### BRIEF
Using the word "roads" as the filter, copy each matching line from the records.

### AVAILABLE DATA
==================================================
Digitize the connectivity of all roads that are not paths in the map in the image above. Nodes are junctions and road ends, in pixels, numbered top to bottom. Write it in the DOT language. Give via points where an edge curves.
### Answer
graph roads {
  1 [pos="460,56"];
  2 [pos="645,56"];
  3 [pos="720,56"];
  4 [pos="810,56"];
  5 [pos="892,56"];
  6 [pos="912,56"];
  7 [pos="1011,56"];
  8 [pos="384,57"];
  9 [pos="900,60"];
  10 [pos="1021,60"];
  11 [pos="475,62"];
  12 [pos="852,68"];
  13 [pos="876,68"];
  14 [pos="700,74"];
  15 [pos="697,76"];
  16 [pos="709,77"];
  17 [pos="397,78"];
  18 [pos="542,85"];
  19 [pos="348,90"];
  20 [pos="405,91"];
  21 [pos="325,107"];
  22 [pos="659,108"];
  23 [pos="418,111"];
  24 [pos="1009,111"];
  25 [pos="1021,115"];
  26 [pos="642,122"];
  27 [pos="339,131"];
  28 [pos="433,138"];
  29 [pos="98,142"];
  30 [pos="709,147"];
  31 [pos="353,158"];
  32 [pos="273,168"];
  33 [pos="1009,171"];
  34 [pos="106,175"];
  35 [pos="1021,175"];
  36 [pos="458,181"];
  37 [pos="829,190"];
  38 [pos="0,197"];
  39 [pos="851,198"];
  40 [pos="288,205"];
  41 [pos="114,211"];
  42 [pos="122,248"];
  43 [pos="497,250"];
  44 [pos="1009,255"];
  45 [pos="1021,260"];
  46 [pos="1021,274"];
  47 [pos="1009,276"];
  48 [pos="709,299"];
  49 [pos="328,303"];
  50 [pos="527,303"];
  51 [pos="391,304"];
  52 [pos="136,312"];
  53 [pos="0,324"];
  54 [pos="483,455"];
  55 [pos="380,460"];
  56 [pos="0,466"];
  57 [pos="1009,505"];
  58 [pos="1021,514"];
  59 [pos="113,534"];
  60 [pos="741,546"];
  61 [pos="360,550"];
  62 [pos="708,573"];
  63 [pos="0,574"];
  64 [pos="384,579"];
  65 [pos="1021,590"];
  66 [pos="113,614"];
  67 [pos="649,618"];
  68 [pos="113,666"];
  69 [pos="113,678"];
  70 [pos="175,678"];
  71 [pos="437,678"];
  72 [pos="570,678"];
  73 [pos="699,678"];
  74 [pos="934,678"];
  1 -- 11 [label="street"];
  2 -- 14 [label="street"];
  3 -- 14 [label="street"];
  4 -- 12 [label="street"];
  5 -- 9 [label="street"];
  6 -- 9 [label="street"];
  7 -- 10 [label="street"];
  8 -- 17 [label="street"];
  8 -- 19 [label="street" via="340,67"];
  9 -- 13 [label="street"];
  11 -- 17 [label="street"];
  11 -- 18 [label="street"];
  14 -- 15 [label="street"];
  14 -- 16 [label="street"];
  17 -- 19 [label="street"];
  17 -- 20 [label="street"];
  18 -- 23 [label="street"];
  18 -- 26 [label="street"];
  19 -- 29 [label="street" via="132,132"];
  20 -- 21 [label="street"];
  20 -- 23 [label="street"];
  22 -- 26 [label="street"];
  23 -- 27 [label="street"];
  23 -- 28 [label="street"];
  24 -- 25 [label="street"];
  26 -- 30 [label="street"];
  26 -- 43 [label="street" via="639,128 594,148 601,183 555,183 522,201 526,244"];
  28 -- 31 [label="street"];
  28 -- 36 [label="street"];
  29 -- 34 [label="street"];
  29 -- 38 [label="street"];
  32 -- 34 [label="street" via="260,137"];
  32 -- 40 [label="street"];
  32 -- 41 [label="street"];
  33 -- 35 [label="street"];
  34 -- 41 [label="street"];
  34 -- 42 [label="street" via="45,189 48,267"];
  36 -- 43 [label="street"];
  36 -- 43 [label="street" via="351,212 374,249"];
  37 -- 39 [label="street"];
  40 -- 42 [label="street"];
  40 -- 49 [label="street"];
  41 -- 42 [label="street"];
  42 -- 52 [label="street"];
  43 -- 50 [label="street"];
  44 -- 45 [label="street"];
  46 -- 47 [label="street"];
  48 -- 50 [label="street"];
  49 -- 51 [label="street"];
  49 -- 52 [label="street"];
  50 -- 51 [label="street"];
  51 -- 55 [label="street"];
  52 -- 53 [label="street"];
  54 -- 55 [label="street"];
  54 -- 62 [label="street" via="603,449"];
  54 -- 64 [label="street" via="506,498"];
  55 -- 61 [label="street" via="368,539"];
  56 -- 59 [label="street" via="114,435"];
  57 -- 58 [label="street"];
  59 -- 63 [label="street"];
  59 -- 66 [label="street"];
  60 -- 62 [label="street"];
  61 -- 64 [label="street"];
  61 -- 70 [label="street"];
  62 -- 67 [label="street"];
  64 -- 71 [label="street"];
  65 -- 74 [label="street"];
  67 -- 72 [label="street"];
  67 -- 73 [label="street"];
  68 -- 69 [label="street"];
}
==================================================
### TASK RESULT
Digitize the connectivity of all roads that are not paths in the map in the image above. Nodes are junctions and road ends, in pixels, numbered top to bottom. Write it in the DOT language. Give via points where an edge curves.
graph roads {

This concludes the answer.